ForwardDiff.jl
ForwardDiff.jl copied to clipboard
Thread Safety of ForwardDiff.GradientConfig
So I'm not sure if it was intended to be, but I'm finding that if I generate a configuration as
cfg = ForwardDiff.GradientConfig(...)
and then use this in defining a gradient with ForwardDiff.gradient!, the resultant object is not thread safe. If I omit the cfg (and take an associated performance hit), everything works as expected.
EDIT: This shows the problem. On my laptop with 4 threads, I get a disagreement in the results:
using ForwardDiff
using Random
using Printf
using LinearAlgebra
n = 10^6;
function f(x)
return x[1]^2
end
cfg = ForwardDiff.GradientConfig(f, zeros(Float64, 1));
∇f1 = x -> ForwardDiff.gradient(f, x, cfg);
∇f2 = x -> ForwardDiff.gradient(f, x);
Random.seed!(100);
x = randn(n);
results_single = zeros(n);
results_thread_v1 = zeros(n);
results_thread_v2 = zeros(n);
for j in 1:n
results_single[j] = ∇f1([x[j]])[1]
end
Threads.@threads for j in 1:n
results_thread_v1[j] = ∇f1([x[j]])[1]
end
Threads.@threads for j in 1:n
results_thread_v2[j] = ∇f2([x[j]])[1]
end
@show norm(results_single .- results_thread_v1);
@show norm(results_single .- results_thread_v2);
I'm seeing this as well. The results of the last 2 lines in the above example are on my machine:
julia> @show norm(results_single .- results_thread_v1);
norm(results_single .- results_thread_v1) = 66.82892270098449
julia> @show norm(results_single .- results_thread_v2);
norm(results_single .- results_thread_v2) = 0.0
The cfg object is used as a cache / work buffer so sharing it between threads is not possible.
The
cfgobject is used as a cache / work buffer so sharing it between threads is not possible.

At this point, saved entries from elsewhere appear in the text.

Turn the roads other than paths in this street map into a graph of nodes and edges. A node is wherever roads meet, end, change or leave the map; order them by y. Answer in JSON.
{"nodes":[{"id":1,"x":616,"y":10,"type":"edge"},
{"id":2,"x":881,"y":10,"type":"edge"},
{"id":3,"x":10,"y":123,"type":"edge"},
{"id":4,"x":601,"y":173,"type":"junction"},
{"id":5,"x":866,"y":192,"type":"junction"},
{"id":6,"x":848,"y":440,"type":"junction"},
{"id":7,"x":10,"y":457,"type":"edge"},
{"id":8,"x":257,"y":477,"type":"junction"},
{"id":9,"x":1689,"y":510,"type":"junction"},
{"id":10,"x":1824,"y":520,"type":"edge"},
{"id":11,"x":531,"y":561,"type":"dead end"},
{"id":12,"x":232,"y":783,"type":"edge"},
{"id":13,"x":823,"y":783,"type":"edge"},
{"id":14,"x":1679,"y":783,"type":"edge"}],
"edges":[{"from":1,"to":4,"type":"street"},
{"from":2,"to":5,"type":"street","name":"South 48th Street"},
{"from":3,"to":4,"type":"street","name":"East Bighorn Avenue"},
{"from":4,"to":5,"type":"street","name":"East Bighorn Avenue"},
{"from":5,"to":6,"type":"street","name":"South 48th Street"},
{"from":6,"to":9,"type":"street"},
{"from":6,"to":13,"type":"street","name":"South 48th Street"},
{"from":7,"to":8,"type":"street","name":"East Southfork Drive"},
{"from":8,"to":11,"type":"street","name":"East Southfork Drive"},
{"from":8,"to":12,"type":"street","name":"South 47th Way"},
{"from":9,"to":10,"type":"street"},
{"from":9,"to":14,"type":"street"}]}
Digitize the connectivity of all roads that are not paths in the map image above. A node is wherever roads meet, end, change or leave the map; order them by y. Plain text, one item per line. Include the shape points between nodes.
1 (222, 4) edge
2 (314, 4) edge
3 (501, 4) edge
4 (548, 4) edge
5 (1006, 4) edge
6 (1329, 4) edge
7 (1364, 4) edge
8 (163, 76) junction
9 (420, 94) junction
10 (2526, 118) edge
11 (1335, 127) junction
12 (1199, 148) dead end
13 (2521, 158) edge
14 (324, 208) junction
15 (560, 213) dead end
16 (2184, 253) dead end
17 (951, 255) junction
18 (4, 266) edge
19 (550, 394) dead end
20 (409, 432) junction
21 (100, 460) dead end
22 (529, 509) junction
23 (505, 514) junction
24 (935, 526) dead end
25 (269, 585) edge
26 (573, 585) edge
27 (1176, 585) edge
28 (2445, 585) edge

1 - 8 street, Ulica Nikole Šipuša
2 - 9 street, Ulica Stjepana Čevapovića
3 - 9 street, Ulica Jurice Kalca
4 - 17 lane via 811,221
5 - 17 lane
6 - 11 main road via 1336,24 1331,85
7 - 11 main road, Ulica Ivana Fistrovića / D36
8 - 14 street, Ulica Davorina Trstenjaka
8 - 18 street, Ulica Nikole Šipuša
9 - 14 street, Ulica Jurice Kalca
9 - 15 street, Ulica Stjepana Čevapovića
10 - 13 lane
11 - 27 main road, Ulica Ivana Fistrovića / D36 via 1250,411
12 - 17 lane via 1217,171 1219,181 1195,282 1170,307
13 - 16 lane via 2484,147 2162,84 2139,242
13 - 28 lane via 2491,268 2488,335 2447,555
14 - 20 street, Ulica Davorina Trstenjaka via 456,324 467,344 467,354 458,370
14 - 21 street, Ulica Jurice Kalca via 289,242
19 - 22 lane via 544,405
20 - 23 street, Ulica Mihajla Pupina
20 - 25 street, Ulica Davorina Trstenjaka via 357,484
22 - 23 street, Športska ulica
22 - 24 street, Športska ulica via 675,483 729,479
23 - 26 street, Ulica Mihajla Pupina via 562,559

It seems then that cfg is only safe to use interactively. If a package internally uses ForwardDiff, then to maintain thread-safety, they need to avoid it.
Would it make sense for GradientConfig to allocate n buffers if n threads are present?
It seems then that cfg is only safe to use interactively. If a package internally uses ForwardDiff, then to maintain thread-safety, they need to avoid it.
I wouldn't say so, you must just ensure that the same cfg object is not used concurrently.
The problem using n buffers for n threads is it will only work with static scheduling. It needs a different pattern, or it needs to be managed at the user end. I'd be interested if there is a generic solution to this since I've run into this and similar problems several times.
My solution for a long time has been to use temporary variables Lux-style in nested Named tuples (In Lux it would be the st state). But I would prefer temporaries to be managed more locally.
I have started experimenting with thread-safe objectpools but this feels a bit like a hack to me.